### WORK REQUEST:
Copy each line of the records below that has "Животноводов" in it.

### AVAILABLE DATA:

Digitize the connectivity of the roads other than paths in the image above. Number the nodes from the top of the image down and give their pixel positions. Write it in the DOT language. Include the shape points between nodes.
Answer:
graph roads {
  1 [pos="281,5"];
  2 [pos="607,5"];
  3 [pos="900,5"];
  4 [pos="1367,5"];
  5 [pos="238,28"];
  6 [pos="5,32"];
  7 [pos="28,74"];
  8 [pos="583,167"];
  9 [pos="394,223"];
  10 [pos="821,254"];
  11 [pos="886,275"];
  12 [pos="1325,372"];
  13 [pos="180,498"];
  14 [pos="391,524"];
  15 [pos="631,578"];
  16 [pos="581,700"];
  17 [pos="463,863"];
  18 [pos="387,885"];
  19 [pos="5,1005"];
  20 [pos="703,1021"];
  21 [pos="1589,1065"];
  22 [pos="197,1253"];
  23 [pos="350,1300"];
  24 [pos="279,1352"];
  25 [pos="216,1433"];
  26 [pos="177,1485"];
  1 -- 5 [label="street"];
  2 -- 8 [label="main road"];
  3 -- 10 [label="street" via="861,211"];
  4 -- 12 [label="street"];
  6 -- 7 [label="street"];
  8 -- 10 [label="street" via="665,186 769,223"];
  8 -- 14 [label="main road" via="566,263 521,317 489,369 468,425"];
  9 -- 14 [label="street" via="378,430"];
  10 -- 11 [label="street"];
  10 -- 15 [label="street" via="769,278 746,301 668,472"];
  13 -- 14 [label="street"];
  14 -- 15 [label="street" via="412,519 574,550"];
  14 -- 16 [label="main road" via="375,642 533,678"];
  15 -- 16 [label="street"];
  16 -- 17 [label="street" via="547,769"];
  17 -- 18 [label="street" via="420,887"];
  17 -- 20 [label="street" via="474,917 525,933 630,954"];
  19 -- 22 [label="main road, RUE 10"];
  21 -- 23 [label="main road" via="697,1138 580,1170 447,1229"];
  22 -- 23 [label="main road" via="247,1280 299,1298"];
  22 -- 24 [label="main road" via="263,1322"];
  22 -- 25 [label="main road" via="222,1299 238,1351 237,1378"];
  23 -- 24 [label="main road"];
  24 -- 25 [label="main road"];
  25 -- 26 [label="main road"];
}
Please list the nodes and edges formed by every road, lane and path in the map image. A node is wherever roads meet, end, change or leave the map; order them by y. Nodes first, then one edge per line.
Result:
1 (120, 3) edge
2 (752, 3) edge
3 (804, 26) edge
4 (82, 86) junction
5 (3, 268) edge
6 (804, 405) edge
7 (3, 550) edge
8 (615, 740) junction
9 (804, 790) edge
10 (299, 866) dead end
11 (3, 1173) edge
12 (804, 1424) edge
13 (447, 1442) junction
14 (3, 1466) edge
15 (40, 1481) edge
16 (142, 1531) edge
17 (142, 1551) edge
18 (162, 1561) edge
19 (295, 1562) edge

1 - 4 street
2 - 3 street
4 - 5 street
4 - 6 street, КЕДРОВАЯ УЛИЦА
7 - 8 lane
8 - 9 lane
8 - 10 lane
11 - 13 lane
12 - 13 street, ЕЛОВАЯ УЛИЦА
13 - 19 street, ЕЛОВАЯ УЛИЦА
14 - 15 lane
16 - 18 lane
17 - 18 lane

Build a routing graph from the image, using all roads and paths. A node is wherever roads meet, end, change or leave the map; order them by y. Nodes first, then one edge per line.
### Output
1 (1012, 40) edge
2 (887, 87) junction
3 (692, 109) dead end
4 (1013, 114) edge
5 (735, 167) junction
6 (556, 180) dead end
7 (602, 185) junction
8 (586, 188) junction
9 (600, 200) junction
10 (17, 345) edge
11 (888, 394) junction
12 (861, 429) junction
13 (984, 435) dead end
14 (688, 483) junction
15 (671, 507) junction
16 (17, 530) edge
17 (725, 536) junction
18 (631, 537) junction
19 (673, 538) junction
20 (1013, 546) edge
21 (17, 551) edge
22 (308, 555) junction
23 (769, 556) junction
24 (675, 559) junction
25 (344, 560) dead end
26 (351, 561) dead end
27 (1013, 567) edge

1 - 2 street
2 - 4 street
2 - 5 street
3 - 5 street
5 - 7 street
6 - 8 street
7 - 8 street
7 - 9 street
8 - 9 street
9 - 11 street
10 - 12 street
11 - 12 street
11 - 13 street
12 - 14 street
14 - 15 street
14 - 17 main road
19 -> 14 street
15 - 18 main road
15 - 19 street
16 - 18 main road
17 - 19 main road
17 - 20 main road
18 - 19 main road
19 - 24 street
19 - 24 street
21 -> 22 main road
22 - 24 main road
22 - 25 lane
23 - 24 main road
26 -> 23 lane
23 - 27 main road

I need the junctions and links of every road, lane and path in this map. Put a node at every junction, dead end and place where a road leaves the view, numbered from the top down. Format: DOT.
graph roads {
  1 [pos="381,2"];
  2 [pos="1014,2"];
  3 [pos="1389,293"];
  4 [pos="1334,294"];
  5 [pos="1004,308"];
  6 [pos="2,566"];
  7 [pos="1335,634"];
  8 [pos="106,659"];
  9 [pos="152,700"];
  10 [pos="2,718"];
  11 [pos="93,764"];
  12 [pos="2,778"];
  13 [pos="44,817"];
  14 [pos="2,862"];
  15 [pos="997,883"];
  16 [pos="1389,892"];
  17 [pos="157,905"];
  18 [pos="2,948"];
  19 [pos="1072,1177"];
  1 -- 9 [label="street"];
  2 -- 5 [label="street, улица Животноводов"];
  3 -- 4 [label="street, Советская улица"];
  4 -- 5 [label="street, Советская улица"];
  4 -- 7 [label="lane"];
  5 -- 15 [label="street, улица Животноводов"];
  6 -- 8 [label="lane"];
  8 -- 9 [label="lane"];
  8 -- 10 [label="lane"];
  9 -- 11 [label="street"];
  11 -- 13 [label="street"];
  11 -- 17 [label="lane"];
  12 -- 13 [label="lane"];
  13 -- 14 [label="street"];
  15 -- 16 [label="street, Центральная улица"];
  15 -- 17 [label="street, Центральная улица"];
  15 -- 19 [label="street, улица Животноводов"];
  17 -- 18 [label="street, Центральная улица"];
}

### FINISHED TASK:
  2 -- 5 [label="street, улица Животноводов"];
  5 -- 15 [label="street, улица Животноводов"];
  15 -- 19 [label="street, улица Животноводов"];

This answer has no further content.